Impressive performances at the International Formula 3000 got him a direct seat as test driver into the one of the most successful Constructors of the 90s, the Williams team. Here, Coulthard was alongside the likes of Damon Hill and Alain Prost, who were impeccable that season in clinching the constructors’ championship and, the latter clinching his fourth and final Drivers’ title.
It took a great tragedy for Coulthard to come up onto the forefront and become part of the racing team. In 1994, he remained test driver for the British constructor, until the death of Ayrton Senna at Imola. This prompted the squad to promote the Scot to the status of second driver, alongside Damon Hill. Hill was in the middle of a heated battle with Michael Schumacher. 1995 was a brilliant year for DC, clinching his first victory at the Portuguese GP.
He finished third in the drivers’ standings in that year, which encouraged McLaren boss Ron Dennis to draft him into a struggling outfit comprising of Mika Hakkinen as his main weapon.
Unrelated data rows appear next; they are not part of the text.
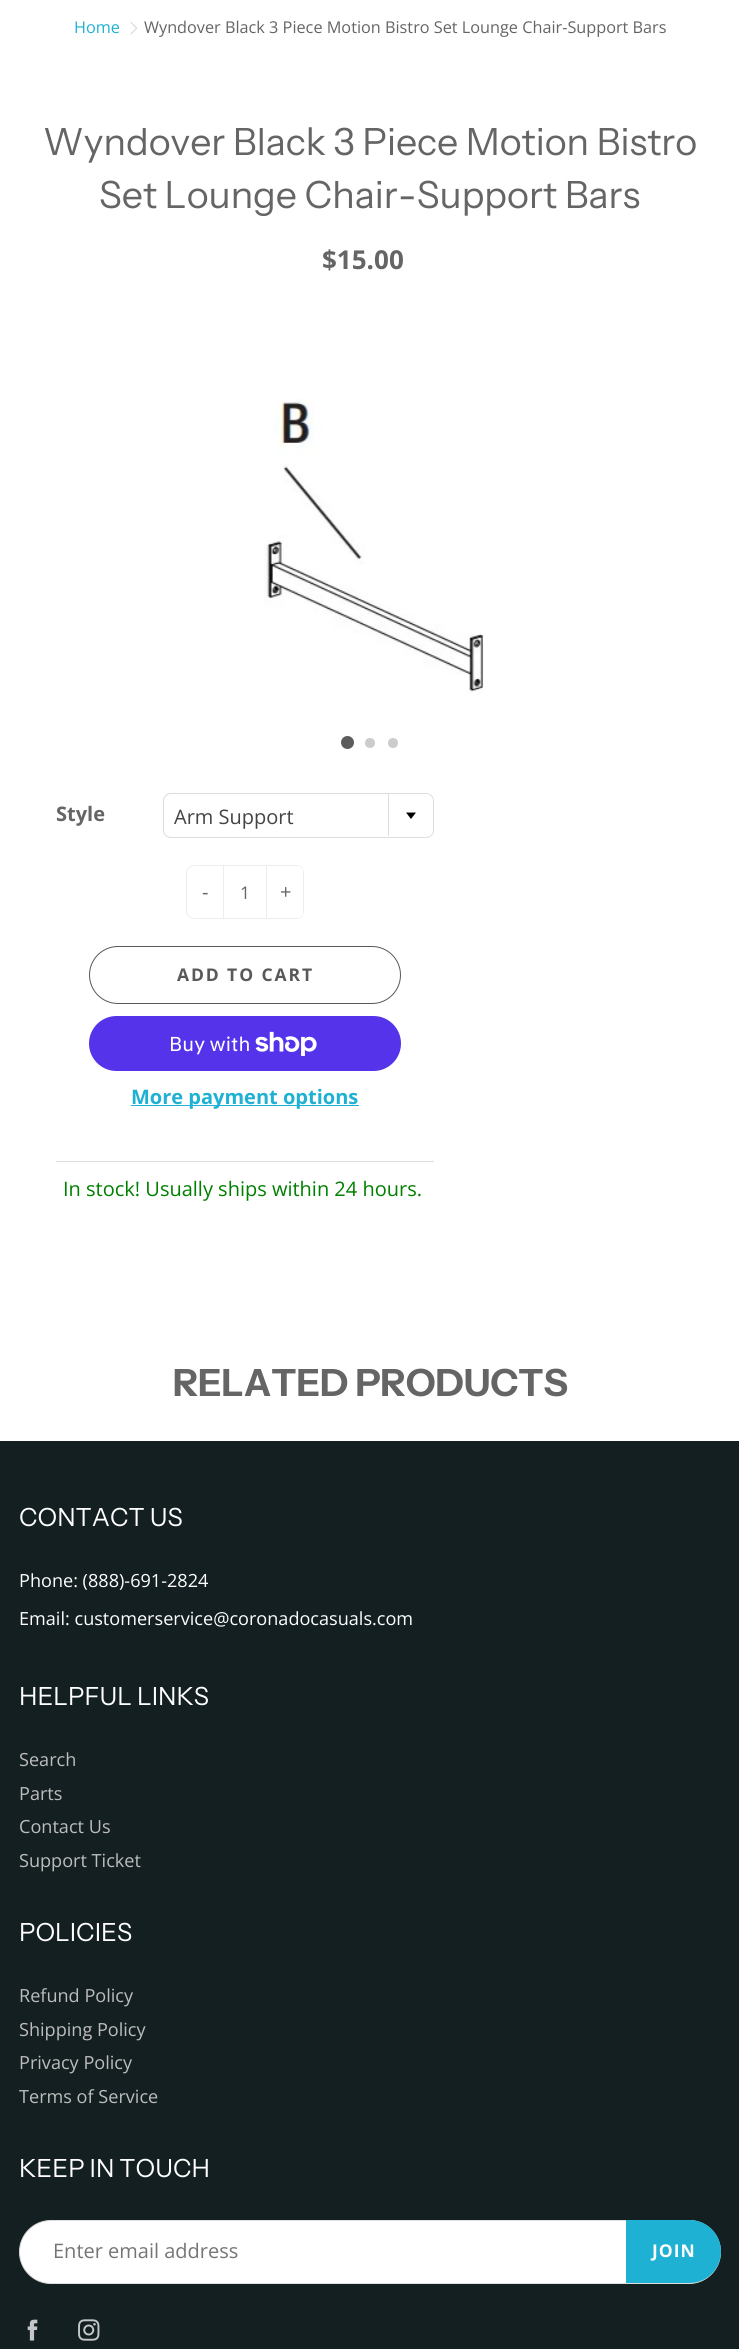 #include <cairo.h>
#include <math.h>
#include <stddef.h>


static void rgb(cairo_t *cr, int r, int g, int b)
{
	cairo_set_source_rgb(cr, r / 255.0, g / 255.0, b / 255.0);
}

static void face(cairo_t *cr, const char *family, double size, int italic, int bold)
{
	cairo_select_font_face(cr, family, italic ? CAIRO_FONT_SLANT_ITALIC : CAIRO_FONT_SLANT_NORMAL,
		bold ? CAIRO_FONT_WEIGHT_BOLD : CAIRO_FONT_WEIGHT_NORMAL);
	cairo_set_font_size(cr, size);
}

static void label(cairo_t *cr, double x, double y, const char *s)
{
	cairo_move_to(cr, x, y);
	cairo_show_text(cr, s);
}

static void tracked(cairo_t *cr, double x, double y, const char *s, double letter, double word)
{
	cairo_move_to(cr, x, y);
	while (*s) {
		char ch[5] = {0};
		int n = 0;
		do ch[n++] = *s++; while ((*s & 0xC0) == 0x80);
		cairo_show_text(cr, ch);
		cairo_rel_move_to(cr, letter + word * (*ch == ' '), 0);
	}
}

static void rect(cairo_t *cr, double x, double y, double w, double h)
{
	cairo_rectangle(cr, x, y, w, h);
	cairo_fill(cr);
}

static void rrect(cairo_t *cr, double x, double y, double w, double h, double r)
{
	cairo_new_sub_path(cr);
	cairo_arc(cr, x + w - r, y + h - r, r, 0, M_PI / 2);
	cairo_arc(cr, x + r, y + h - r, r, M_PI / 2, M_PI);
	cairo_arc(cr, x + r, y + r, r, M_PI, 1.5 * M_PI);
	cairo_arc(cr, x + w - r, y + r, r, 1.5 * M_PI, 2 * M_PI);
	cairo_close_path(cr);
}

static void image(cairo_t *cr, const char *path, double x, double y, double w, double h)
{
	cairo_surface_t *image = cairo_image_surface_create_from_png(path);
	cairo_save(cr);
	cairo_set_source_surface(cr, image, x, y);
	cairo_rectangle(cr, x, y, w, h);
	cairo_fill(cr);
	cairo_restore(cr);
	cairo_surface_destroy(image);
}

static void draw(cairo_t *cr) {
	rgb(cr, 255, 255, 255);
	cairo_paint(cr);
	face(cr, "Open Sans", 16.25, 0, 0);
	rgb(cr, 31, 177, 212);
	label(cr, 74, 33, "Home");
	image(cr, "image0.png", 130, 22, 7, 13);
	rgb(cr, 102, 101, 101);
	label(cr, 144, 33, "Wyndover Black 3 Piece Motion Bistro Set Lounge Chair-Support Bars");
	face(cr, "Instrument Sans", 37.5, 0, 0);
	label(cr, 43, 155, "Wyndover Black 3 Piece Motion Bistro");
	label(cr, 99, 208, "Set Lounge Chair-Support Bars");
	face(cr, "Open Sans", 26, 0, 1);
	label(cr, 322, 269, "$15.00");
	image(cr, "image1.png", 264, 398, 220, 296);
	rgb(cr, 92, 92, 92);
	cairo_arc(cr, 347.5, 742.5, 6.5, 0, 2 * M_PI);
	cairo_fill(cr);
	rgb(cr, 204, 204, 204);
	cairo_arc(cr, 370, 743, 5, 0, 2 * M_PI);
	cairo_fill(cr);
	cairo_arc(cr, 393, 743, 5, 0, 2 * M_PI);
	cairo_fill(cr);
	face(cr, "Open Sans", 20, 0, 1);
	rgb(cr, 102, 101, 101);
	label(cr, 56, 821, "Style");
	rrect(cr, 163.5, 793.5, 270, 44, 7.5);
	rgb(cr, 221, 221, 221);
	cairo_set_line_width(cr, 1);
	cairo_stroke(cr);
	face(cr, "Open Sans", 20, 0, 0);
	rgb(cr, 68, 68, 68);
	label(cr, 174, 824, "Arm Support");
	rgb(cr, 255, 255, 255);
	cairo_new_path(cr);
	cairo_move_to(cr, 388, 794);
	cairo_line_to(cr, 425, 794);
	cairo_curve_to(cr, 429.5, 794, 433, 797.5, 433, 802);
	cairo_line_to(cr, 433, 828);
	cairo_curve_to(cr, 433, 832.5, 429.5, 836, 425, 836);
	cairo_line_to(cr, 388, 836);
	cairo_close_path(cr);
	cairo_fill(cr);
	rgb(cr, 221, 221, 221);
	rect(cr, 388, 794, 1, 42);
	rgb(cr, 0, 0, 0);
	cairo_new_path(cr);
	cairo_move_to(cr, 406, 812.5);
	cairo_line_to(cr, 416, 812.5);
	cairo_line_to(cr, 411, 819);
	cairo_close_path(cr);
	cairo_fill(cr);
	rrect(cr, 186.5, 865.5, 117, 53, 7.5);
	rgb(cr, 237, 237, 237);
	cairo_stroke(cr);
	rgb(cr, 255, 255, 255);
	cairo_new_path(cr);
	cairo_move_to(cr, 194, 866);
	cairo_line_to(cr, 223, 866);
	cairo_line_to(cr, 223, 918);
	cairo_line_to(cr, 194, 918);
	cairo_curve_to(cr, 190.5, 918, 188, 915.5, 188, 912);
	cairo_line_to(cr, 188, 872);
	cairo_curve_to(cr, 188, 868.5, 190.5, 866, 194, 866);
	cairo_close_path(cr);
	cairo_fill(cr);
	rgb(cr, 102, 101, 101);
	label(cr, 202, 899, "-");
	rgb(cr, 237, 237, 237);
	rect(cr, 266, 866, 1, 52);
	rect(cr, 223, 866, 1, 52);
	face(cr, "Open Sans", 17.5, 0, 0);
	rgb(cr, 102, 101, 101);
	label(cr, 240, 899, "1");
	rgb(cr, 255, 255, 255);
	cairo_new_path(cr);
	cairo_move_to(cr, 268, 866);
	cairo_line_to(cr, 297, 866);
	cairo_curve_to(cr, 300.5, 866, 303, 868.5, 303, 872);
	cairo_line_to(cr, 303, 912);
	cairo_curve_to(cr, 303, 915.5, 300.5, 918, 297, 918);
	cairo_line_to(cr, 268, 918);
	cairo_close_path(cr);
	cairo_fill(cr);
	face(cr, "Open Sans", 20, 0, 0);
	rgb(cr, 102, 101, 101);
	label(cr, 280, 899, "+");
	rrect(cr, 89.5, 946.5, 311, 57, 28.5);
	rgb(cr, 89, 89, 89);
	cairo_stroke(cr);
	face(cr, "Open Sans", 17.5, 0, 1);
	tracked(cr, 177, 981, "ADD TO CART", 1.9, 0);
	rgb(cr, 84, 51, 235);
	rrect(cr, 89, 1016, 312, 55, 27.5);
	cairo_fill(cr);
	face(cr, "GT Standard", 20, 0, 0);
	rgb(cr, 255, 255, 255);
	label(cr, 169, 1051, "Buy with");
	image(cr, "image2.png", 255, 1031, 62, 25);
	rgb(cr, 31, 177, 212);
	rect(cr, 131, 1105, 228, 1);
	face(cr, "Open Sans", 20, 0, 1);
	label(cr, 131, 1104, "More payment options");
	rgb(cr, 221, 221, 221);
	rect(cr, 56, 1161, 378, 1);
	face(cr, "Open Sans", 20, 0, 0);
	rgb(cr, 0, 128, 0);
	label(cr, 63, 1196, "In stock! Usually ships within 24 hours.");
	face(cr, "Instrument Sans", 37.5, 0, 1);
	rgb(cr, 102, 101, 101);
	label(cr, 173, 1396, "RELATED PRODUCTS");
	rgb(cr, 20, 31, 33);
	rect(cr, 0, 1441, 739, 908);
	face(cr, "Instrument Sans", 25, 0, 0);
	rgb(cr, 255, 255, 255);
	label(cr, 19, 1526, "CONTACT US");
	face(cr, "Open Sans", 18.1, 0, 0);
	label(cr, 19, 1587, "Phone: (888)-691-2824");
	label(cr, 19, 1625, "Email: customerservice@coronadocasuals.com");
	face(cr, "Instrument Sans", 25, 0, 0);
	label(cr, 19, 1705, "HELPFUL LINKS");
	face(cr, "Open Sans", 18.1, 0, 0);
	rgb(cr, 189, 189, 189);
	label(cr, 19, 1766, "Search");
	label(cr, 19, 1800, "Parts");
	label(cr, 19, 1833, "Contact Us");
	label(cr, 19, 1867, "Support Ticket");
	face(cr, "Instrument Sans", 25, 0, 0);
	rgb(cr, 255, 255, 255);
	label(cr, 19, 1941, "POLICIES");
	face(cr, "Open Sans", 18.1, 0, 0);
	rgb(cr, 189, 189, 189);
	label(cr, 19, 2002, "Refund Policy");
	label(cr, 19, 2036, "Shipping Policy");
	label(cr, 19, 2069, "Privacy Policy");
	label(cr, 19, 2103, "Terms of Service");
	face(cr, "Instrument Sans", 25, 0, 0);
	rgb(cr, 255, 255, 255);
	label(cr, 19, 2177, "KEEP IN TOUCH");
	rrect(cr, 19.5, 2220.5, 701, 63, 31.5);
	cairo_fill_preserve(cr);
	rgb(cr, 221, 221, 221);
	cairo_stroke(cr);
	face(cr, "Open Sans", 20, 0, 0);
	rgb(cr, 117, 117, 117);
	label(cr, 53, 2258, "Enter email address");
	rgb(cr, 31, 177, 212);
	cairo_new_path(cr);
	cairo_move_to(cr, 626, 2220);
	cairo_line_to(cr, 689.5, 2220);
	cairo_curve_to(cr, 707, 2220, 721, 2234, 721, 2251.5);
	cairo_curve_to(cr, 721, 2269, 707, 2283, 689.5, 2283);
	cairo_line_to(cr, 626, 2283);
	cairo_close_path(cr);
	cairo_fill(cr);
	face(cr, "Open Sans", 17.5, 0, 1);
	rgb(cr, 255, 255, 255);
	tracked(cr, 652, 2257, "JOIN", 1, 0);
	image(cr, "image3.png", 27, 2319, 11, 22);
	image(cr, "image4.png", 78, 2319, 22, 22);
}

int main(void) {
	cairo_surface_t *surface = cairo_image_surface_create(CAIRO_FORMAT_RGB24, 739, 2349);
	cairo_t *cr = cairo_create(surface);
	cairo_font_options_t *options = cairo_font_options_create();
	cairo_font_options_set_hint_metrics(options, CAIRO_HINT_METRICS_OFF);
	cairo_font_options_set_hint_style(options, CAIRO_HINT_STYLE_NONE);
	cairo_set_font_options(cr, options);
	cairo_set_miter_limit(cr, 4);
	draw(cr);
	cairo_surface_write_to_png(surface, "render.png");
	cairo_font_options_destroy(options);
	cairo_destroy(cr);
	cairo_surface_destroy(surface);
	return 0;
}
A new era had begun for the Woking-based team with the two drivers tipped for greatness.
Hakkinen and Coulthard took the track together for the first time in the 1996 season and started a, kind of, restoration act for the British constructor. Their first season together was not very fruitful but the following year things began to taking a turn for the better. Coulthard claimed his first-ever victory, with McLaren, in the opening race of the 1997 season at Albert Park. He followed it up with victory at Monza to finish third in the drivers’ standings behind Williams’ Jacques Villeneuve and Ferrari’s Michael Schumacher.
Hakkinen retired after a combined effort with DC helped him beat Michael Schumacher to the title. Things took a nosedive from that point forth, for Coulthard and he ended up with the Red Bull racing team in 2005. And as fate would have it, it was not to be one of his best performances.
However, most of the action was taking place behind the scenes with some astute signings most notably former McLaren technical expert Adrien Newey.
This virtually put a halt to all development work on the 2006 car but not before Coulthard managed to notch up the team’s first ever podium finish with third place in Monaco.
After a slow start to the 2007 season, Coulthard delivered two strong drives at the Bahrain Grand Prix and the Spanish Grand Prix where he picked up the team’s first points of the season.
The 2008 season will witness David Coulthard continuing to race alongside Mark Webber for the Red Bull faction. Retirement might be around the corner for the legendary Scot but for the moment, he is still going strong.